Your instructions → The answer is to be all of the data below, reproduced exactly.

***** Extracted records *****

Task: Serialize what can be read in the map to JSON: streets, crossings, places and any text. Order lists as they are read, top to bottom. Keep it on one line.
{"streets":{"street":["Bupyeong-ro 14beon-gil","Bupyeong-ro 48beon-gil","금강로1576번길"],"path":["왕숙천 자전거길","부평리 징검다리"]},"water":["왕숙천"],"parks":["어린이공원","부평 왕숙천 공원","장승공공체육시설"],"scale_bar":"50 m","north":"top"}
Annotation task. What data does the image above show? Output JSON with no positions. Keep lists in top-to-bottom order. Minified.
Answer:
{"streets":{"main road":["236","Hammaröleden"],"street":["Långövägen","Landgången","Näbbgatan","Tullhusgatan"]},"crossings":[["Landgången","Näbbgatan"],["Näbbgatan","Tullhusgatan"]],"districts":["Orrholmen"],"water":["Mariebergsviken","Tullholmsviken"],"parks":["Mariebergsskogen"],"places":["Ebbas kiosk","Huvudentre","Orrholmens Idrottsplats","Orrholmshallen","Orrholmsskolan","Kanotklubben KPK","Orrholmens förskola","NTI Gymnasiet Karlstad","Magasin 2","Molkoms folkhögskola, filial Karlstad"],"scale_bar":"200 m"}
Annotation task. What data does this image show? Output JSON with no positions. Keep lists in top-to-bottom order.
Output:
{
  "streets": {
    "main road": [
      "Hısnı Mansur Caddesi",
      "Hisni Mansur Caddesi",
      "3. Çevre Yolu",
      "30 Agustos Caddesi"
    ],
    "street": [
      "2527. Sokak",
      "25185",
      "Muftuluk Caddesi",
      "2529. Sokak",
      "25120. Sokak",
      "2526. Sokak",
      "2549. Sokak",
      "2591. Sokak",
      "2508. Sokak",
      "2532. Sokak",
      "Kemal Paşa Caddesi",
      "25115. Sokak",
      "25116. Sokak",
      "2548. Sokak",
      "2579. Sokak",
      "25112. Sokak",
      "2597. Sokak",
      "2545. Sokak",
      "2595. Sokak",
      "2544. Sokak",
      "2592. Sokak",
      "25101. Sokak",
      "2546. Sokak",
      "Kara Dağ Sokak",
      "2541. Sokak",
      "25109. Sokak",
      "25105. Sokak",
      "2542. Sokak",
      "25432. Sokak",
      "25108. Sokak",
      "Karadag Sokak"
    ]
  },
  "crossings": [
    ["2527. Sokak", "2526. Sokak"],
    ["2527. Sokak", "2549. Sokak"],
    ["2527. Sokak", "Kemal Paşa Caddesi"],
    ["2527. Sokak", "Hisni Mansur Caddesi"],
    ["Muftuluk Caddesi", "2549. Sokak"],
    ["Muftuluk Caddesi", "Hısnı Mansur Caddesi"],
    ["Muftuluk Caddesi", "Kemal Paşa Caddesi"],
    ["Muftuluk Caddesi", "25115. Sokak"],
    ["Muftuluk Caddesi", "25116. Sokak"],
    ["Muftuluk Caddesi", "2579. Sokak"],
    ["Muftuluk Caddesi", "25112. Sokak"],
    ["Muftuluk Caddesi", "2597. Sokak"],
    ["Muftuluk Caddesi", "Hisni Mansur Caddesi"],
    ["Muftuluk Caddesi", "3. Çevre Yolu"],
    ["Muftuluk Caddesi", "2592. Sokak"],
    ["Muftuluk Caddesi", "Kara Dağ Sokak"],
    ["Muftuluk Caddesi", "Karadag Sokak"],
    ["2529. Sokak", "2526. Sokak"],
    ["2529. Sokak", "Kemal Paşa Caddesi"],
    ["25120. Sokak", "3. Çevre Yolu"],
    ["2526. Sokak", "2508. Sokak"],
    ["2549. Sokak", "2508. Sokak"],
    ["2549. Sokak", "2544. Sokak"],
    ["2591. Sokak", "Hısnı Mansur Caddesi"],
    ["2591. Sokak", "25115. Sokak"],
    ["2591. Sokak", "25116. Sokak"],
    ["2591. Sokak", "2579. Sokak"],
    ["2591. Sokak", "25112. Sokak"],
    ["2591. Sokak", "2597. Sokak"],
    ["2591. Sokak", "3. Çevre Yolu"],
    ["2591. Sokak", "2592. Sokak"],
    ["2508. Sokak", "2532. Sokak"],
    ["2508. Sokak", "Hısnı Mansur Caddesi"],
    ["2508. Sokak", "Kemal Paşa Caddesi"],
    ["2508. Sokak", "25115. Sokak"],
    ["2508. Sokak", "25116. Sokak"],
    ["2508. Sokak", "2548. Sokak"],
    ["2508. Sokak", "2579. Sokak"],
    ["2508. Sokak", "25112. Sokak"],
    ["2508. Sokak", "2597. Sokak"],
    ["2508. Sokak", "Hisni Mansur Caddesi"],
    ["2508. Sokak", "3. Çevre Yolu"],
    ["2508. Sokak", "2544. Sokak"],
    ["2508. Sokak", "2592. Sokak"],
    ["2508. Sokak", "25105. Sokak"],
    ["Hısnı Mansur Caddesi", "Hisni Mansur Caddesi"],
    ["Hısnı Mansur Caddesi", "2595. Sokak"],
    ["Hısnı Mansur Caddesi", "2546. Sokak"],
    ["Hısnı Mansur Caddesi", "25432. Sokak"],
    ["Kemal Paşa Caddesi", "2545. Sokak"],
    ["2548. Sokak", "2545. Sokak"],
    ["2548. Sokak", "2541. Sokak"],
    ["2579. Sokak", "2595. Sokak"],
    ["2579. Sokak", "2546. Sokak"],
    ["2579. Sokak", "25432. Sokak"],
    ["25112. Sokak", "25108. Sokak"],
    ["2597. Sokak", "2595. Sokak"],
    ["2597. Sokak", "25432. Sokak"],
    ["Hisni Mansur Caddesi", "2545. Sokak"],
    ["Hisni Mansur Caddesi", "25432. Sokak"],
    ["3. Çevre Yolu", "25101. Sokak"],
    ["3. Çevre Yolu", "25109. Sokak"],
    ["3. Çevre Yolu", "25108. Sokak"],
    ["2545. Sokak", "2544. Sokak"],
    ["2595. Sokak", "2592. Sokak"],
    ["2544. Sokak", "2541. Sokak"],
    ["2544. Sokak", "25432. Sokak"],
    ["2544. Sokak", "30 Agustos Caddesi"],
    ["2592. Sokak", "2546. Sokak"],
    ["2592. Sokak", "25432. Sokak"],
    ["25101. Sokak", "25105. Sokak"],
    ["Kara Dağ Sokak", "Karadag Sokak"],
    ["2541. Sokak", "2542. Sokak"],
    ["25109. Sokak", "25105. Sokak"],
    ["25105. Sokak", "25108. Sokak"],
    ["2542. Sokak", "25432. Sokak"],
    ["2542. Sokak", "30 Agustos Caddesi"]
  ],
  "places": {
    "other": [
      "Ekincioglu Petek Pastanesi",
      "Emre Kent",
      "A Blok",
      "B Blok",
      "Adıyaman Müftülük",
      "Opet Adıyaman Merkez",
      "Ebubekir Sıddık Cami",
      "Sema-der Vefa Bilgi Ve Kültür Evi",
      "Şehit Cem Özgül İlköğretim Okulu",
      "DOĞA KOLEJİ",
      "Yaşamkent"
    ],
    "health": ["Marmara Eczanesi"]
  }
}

*****

Solution for this problem →
Task: Serialize what can be read in the map to JSON: streets, crossings, places and any text. Order lists as they are read, top to bottom. Keep it on one line.
{"streets":{"street":["Bupyeong-ro 14beon-gil","Bupyeong-ro 48beon-gil","금강로1576번길"],"path":["왕숙천 자전거길","부평리 징검다리"]},"water":["왕숙천"],"parks":["어린이공원","부평 왕숙천 공원","장승공공체육시설"],"scale_bar":"50 m","north":"top"}
Annotation task. What data does the image above show? Output JSON with no positions. Keep lists in top-to-bottom order. Minified.
Answer:
{"streets":{"main road":["236","Hammaröleden"],"street":["Långövägen","Landgången","Näbbgatan","Tullhusgatan"]},"crossings":[["Landgången","Näbbgatan"],["Näbbgatan","Tullhusgatan"]],"districts":["Orrholmen"],"water":["Mariebergsviken","Tullholmsviken"],"parks":["Mariebergsskogen"],"places":["Ebbas kiosk","Huvudentre","Orrholmens Idrottsplats","Orrholmshallen","Orrholmsskolan","Kanotklubben KPK","Orrholmens förskola","NTI Gymnasiet Karlstad","Magasin 2","Molkoms folkhögskola, filial Karlstad"],"scale_bar":"200 m"}
Annotation task. What data does this image show? Output JSON with no positions. Keep lists in top-to-bottom order.
Output:
{
  "streets": {
    "main road": [
      "Hısnı Mansur Caddesi",
      "Hisni Mansur Caddesi",
      "3. Çevre Yolu",
      "30 Agustos Caddesi"
    ],
    "street": [
      "2527. Sokak",
      "25185",
      "Muftuluk Caddesi",
      "2529. Sokak",
      "25120. Sokak",
      "2526. Sokak",
      "2549. Sokak",
      "2591. Sokak",
      "2508. Sokak",
      "2532. Sokak",
      "Kemal Paşa Caddesi",
      "25115. Sokak",
      "25116. Sokak",
      "2548. Sokak",
      "2579. Sokak",
      "25112. Sokak",
      "2597. Sokak",
      "2545. Sokak",
      "2595. Sokak",
      "2544. Sokak",
      "2592. Sokak",
      "25101. Sokak",
      "2546. Sokak",
      "Kara Dağ Sokak",
      "2541. Sokak",
      "25109. Sokak",
      "25105. Sokak",
      "2542. Sokak",
      "25432. Sokak",
      "25108. Sokak",
      "Karadag Sokak"
    ]
  },
  "crossings": [
    ["2527. Sokak", "2526. Sokak"],
    ["2527. Sokak", "2549. Sokak"],
    ["2527. Sokak", "Kemal Paşa Caddesi"],
    ["2527. Sokak", "Hisni Mansur Caddesi"],
    ["Muftuluk Caddesi", "2549. Sokak"],
    ["Muftuluk Caddesi", "Hısnı Mansur Caddesi"],
    ["Muftuluk Caddesi", "Kemal Paşa Caddesi"],
    ["Muftuluk Caddesi", "25115. Sokak"],
    ["Muftuluk Caddesi", "25116. Sokak"],
    ["Muftuluk Caddesi", "2579. Sokak"],
    ["Muftuluk Caddesi", "25112. Sokak"],
    ["Muftuluk Caddesi", "2597. Sokak"],
    ["Muftuluk Caddesi", "Hisni Mansur Caddesi"],
    ["Muftuluk Caddesi", "3. Çevre Yolu"],
    ["Muftuluk Caddesi", "2592. Sokak"],
    ["Muftuluk Caddesi", "Kara Dağ Sokak"],
    ["Muftuluk Caddesi", "Karadag Sokak"],
    ["2529. Sokak", "2526. Sokak"],
    ["2529. Sokak", "Kemal Paşa Caddesi"],
    ["25120. Sokak", "3. Çevre Yolu"],
    ["2526. Sokak", "2508. Sokak"],
    ["2549. Sokak", "2508. Sokak"],
    ["2549. Sokak", "2544. Sokak"],
    ["2591. Sokak", "Hısnı Mansur Caddesi"],
    ["2591. Sokak", "25115. Sokak"],
    ["2591. Sokak", "25116. Sokak"],
    ["2591. Sokak", "2579. Sokak"],
    ["2591. Sokak", "25112. Sokak"],
    ["2591. Sokak", "2597. Sokak"],
    ["2591. Sokak", "3. Çevre Yolu"],
    ["2591. Sokak", "2592. Sokak"],
    ["2508. Sokak", "2532. Sokak"],
    ["2508. Sokak", "Hısnı Mansur Caddesi"],
    ["2508. Sokak", "Kemal Paşa Caddesi"],
    ["2508. Sokak", "25115. Sokak"],
    ["2508. Sokak", "25116. Sokak"],
    ["2508. Sokak", "2548. Sokak"],
    ["2508. Sokak", "2579. Sokak"],
    ["2508. Sokak", "25112. Sokak"],
    ["2508. Sokak", "2597. Sokak"],
    ["2508. Sokak", "Hisni Mansur Caddesi"],
    ["2508. Sokak", "3. Çevre Yolu"],
    ["2508. Sokak", "2544. Sokak"],
    ["2508. Sokak", "2592. Sokak"],
    ["2508. Sokak", "25105. Sokak"],
    ["Hısnı Mansur Caddesi", "Hisni Mansur Caddesi"],
    ["Hısnı Mansur Caddesi", "2595. Sokak"],
    ["Hısnı Mansur Caddesi", "2546. Sokak"],
    ["Hısnı Mansur Caddesi", "25432. Sokak"],
    ["Kemal Paşa Caddesi", "2545. Sokak"],
    ["2548. Sokak", "2545. Sokak"],
    ["2548. Sokak", "2541. Sokak"],
    ["2579. Sokak", "2595. Sokak"],
    ["2579. Sokak", "2546. Sokak"],
    ["2579. Sokak", "25432. Sokak"],
    ["25112. Sokak", "25108. Sokak"],
    ["2597. Sokak", "2595. Sokak"],
    ["2597. Sokak", "25432. Sokak"],
    ["Hisni Mansur Caddesi", "2545. Sokak"],
    ["Hisni Mansur Caddesi", "25432. Sokak"],
    ["3. Çevre Yolu", "25101. Sokak"],
    ["3. Çevre Yolu", "25109. Sokak"],
    ["3. Çevre Yolu", "25108. Sokak"],
    ["2545. Sokak", "2544. Sokak"],
    ["2595. Sokak", "2592. Sokak"],
    ["2544. Sokak", "2541. Sokak"],
    ["2544. Sokak", "25432. Sokak"],
    ["2544. Sokak", "30 Agustos Caddesi"],
    ["2592. Sokak", "2546. Sokak"],
    ["2592. Sokak", "25432. Sokak"],
    ["25101. Sokak", "25105. Sokak"],
    ["Kara Dağ Sokak", "Karadag Sokak"],
    ["2541. Sokak", "2542. Sokak"],
    ["25109. Sokak", "25105. Sokak"],
    ["25105. Sokak", "25108. Sokak"],
    ["2542. Sokak", "25432. Sokak"],
    ["2542. Sokak", "30 Agustos Caddesi"]
  ],
  "places": {
    "other": [
      "Ekincioglu Petek Pastanesi",
      "Emre Kent",
      "A Blok",
      "B Blok",
      "Adıyaman Müftülük",
      "Opet Adıyaman Merkez",
      "Ebubekir Sıddık Cami",
      "Sema-der Vefa Bilgi Ve Kültür Evi",
      "Şehit Cem Özgül İlköğretim Okulu",
      "DOĞA KOLEJİ",
      "Yaşamkent"
    ],
    "health": ["Marmara Eczanesi"]
  }
}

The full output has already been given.